Required action: Transcribe each record exactly; skip any picture.

Dataset entries:
-- Opening Marker --
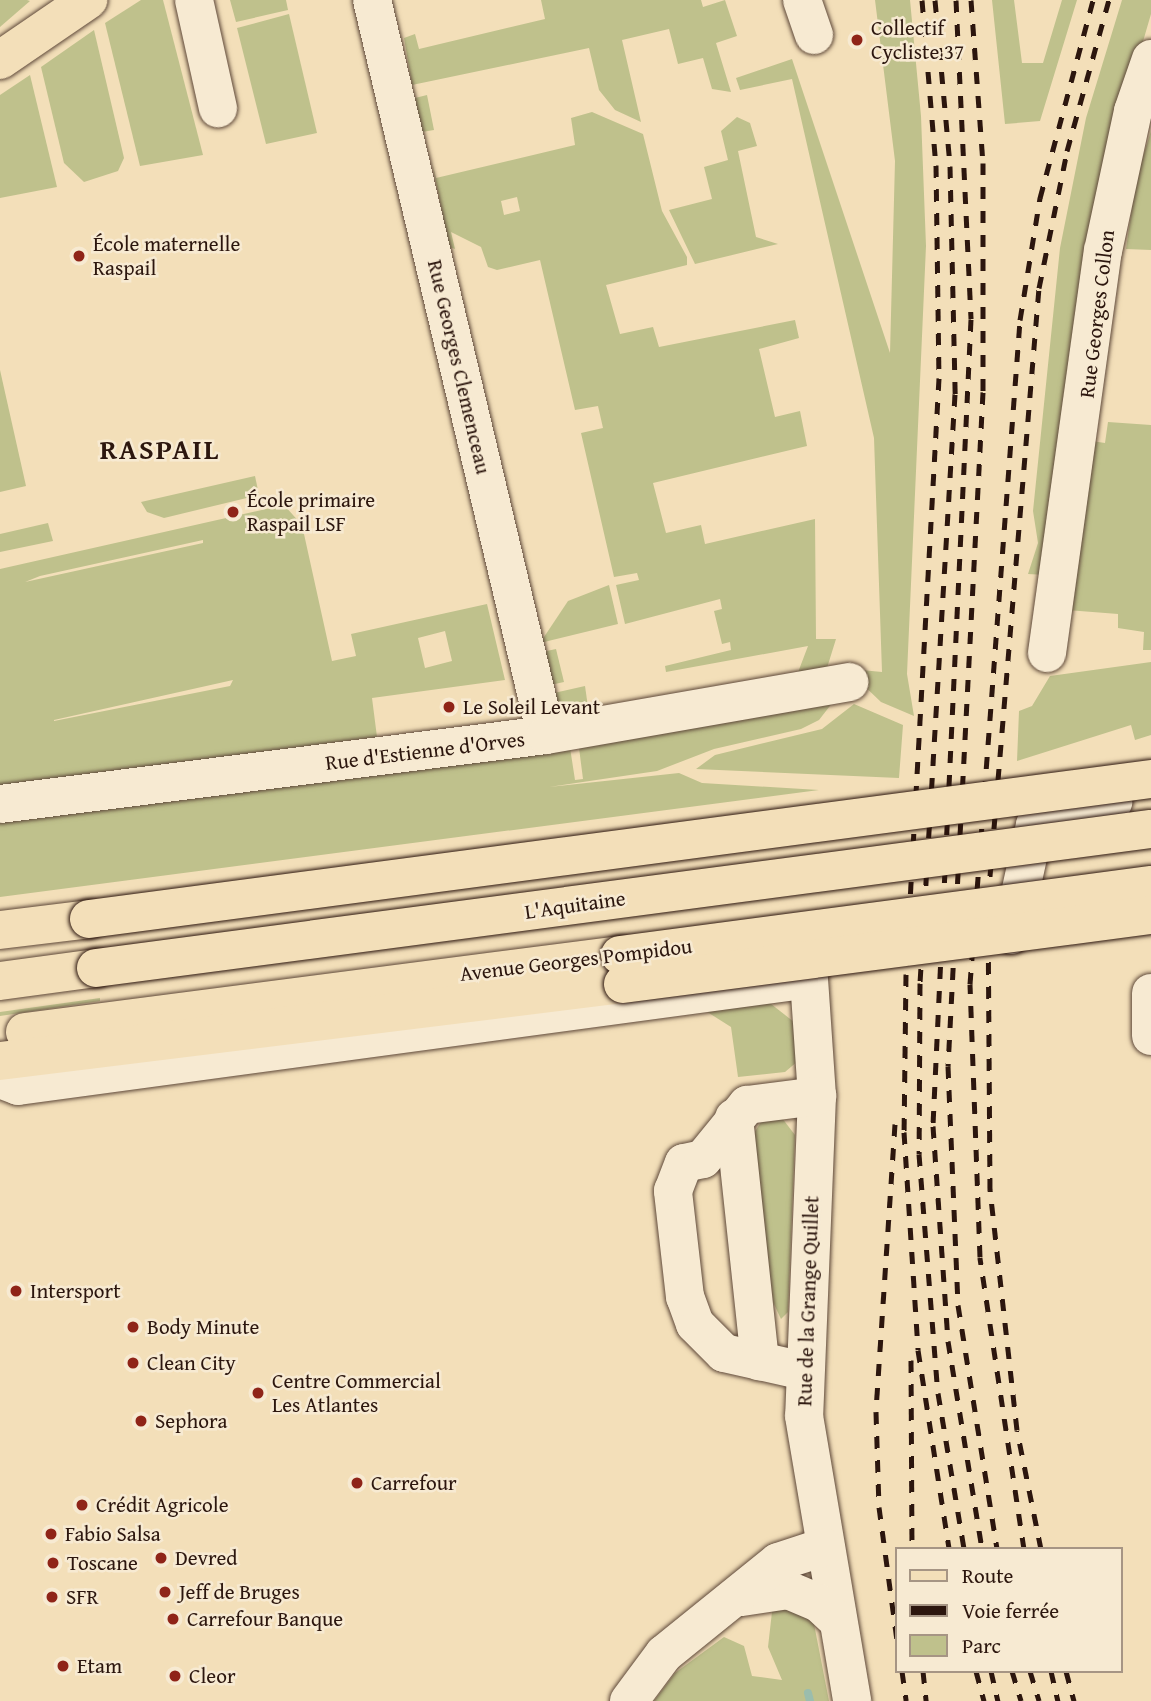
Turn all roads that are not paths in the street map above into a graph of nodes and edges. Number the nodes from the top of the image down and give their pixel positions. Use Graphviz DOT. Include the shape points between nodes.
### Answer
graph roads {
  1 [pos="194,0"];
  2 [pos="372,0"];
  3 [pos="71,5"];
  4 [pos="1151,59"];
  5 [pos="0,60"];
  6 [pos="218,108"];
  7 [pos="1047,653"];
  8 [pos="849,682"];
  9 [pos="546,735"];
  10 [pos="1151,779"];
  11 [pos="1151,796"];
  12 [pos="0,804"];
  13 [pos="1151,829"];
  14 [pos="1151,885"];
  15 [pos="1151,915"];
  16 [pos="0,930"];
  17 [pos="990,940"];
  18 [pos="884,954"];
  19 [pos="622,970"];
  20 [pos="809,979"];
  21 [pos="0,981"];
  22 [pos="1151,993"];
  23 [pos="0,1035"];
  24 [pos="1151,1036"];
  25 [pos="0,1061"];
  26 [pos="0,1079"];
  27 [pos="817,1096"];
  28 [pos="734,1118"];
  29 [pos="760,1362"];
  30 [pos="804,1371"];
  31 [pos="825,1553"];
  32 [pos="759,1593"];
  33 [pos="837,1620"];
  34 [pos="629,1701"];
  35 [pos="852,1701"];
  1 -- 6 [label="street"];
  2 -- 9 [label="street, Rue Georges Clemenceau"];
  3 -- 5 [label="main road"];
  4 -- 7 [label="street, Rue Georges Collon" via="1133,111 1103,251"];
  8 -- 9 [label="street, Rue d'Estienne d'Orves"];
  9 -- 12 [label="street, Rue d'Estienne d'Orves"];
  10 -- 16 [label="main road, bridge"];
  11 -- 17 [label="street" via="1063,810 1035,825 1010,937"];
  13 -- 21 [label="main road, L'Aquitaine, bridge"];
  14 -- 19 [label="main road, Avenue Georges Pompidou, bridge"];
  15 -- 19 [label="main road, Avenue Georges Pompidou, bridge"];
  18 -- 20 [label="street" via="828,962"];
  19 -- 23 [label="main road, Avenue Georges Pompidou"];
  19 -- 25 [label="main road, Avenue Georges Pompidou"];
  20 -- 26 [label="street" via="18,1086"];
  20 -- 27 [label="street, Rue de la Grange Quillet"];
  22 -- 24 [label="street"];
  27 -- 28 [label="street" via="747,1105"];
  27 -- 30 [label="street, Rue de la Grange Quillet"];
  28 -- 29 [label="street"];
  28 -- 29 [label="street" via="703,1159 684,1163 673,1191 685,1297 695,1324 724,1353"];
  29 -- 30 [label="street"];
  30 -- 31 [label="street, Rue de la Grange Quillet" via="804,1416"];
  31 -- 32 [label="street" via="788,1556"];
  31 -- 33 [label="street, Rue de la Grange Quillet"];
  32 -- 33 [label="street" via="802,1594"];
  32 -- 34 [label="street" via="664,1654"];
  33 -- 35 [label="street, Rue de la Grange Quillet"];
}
-- Closing Marker --
Task response:
Turn all roads that are not paths in the street map above into a graph of nodes and edges. Number the nodes from the top of the image down and give their pixel positions. Use Graphviz DOT. Include the shape points between nodes.
### Answer
graph roads {
  1 [pos="194,0"];
  2 [pos="372,0"];
  3 [pos="71,5"];
  4 [pos="1151,59"];
  5 [pos="0,60"];
  6 [pos="218,108"];
  7 [pos="1047,653"];
  8 [pos="849,682"];
  9 [pos="546,735"];
  10 [pos="1151,779"];
  11 [pos="1151,796"];
  12 [pos="0,804"];
  13 [pos="1151,829"];
  14 [pos="1151,885"];
  15 [pos="1151,915"];
  16 [pos="0,930"];
  17 [pos="990,940"];
  18 [pos="884,954"];
  19 [pos="622,970"];
  20 [pos="809,979"];
  21 [pos="0,981"];
  22 [pos="1151,993"];
  23 [pos="0,1035"];
  24 [pos="1151,1036"];
  25 [pos="0,1061"];
  26 [pos="0,1079"];
  27 [pos="817,1096"];
  28 [pos="734,1118"];
  29 [pos="760,1362"];
  30 [pos="804,1371"];
  31 [pos="825,1553"];
  32 [pos="759,1593"];
  33 [pos="837,1620"];
  34 [pos="629,1701"];
  35 [pos="852,1701"];
  1 -- 6 [label="street"];
  2 -- 9 [label="street, Rue Georges Clemenceau"];
  3 -- 5 [label="main road"];
  4 -- 7 [label="street, Rue Georges Collon" via="1133,111 1103,251"];
  8 -- 9 [label="street, Rue d'Estienne d'Orves"];
  9 -- 12 [label="street, Rue d'Estienne d'Orves"];
  10 -- 16 [label="main road, bridge"];
  11 -- 17 [label="street" via="1063,810 1035,825 1010,937"];
  13 -- 21 [label="main road, L'Aquitaine, bridge"];
  14 -- 19 [label="main road, Avenue Georges Pompidou, bridge"];
  15 -- 19 [label="main road, Avenue Georges Pompidou, bridge"];
  18 -- 20 [label="street" via="828,962"];
  19 -- 23 [label="main road, Avenue Georges Pompidou"];
  19 -- 25 [label="main road, Avenue Georges Pompidou"];
  20 -- 26 [label="street" via="18,1086"];
  20 -- 27 [label="street, Rue de la Grange Quillet"];
  22 -- 24 [label="street"];
  27 -- 28 [label="street" via="747,1105"];
  27 -- 30 [label="street, Rue de la Grange Quillet"];
  28 -- 29 [label="street"];
  28 -- 29 [label="street" via="703,1159 684,1163 673,1191 685,1297 695,1324 724,1353"];
  29 -- 30 [label="street"];
  30 -- 31 [label="street, Rue de la Grange Quillet" via="804,1416"];
  31 -- 32 [label="street" via="788,1556"];
  31 -- 33 [label="street, Rue de la Grange Quillet"];
  32 -- 33 [label="street" via="802,1594"];
  32 -- 34 [label="street" via="664,1654"];
  33 -- 35 [label="street, Rue de la Grange Quillet"];
}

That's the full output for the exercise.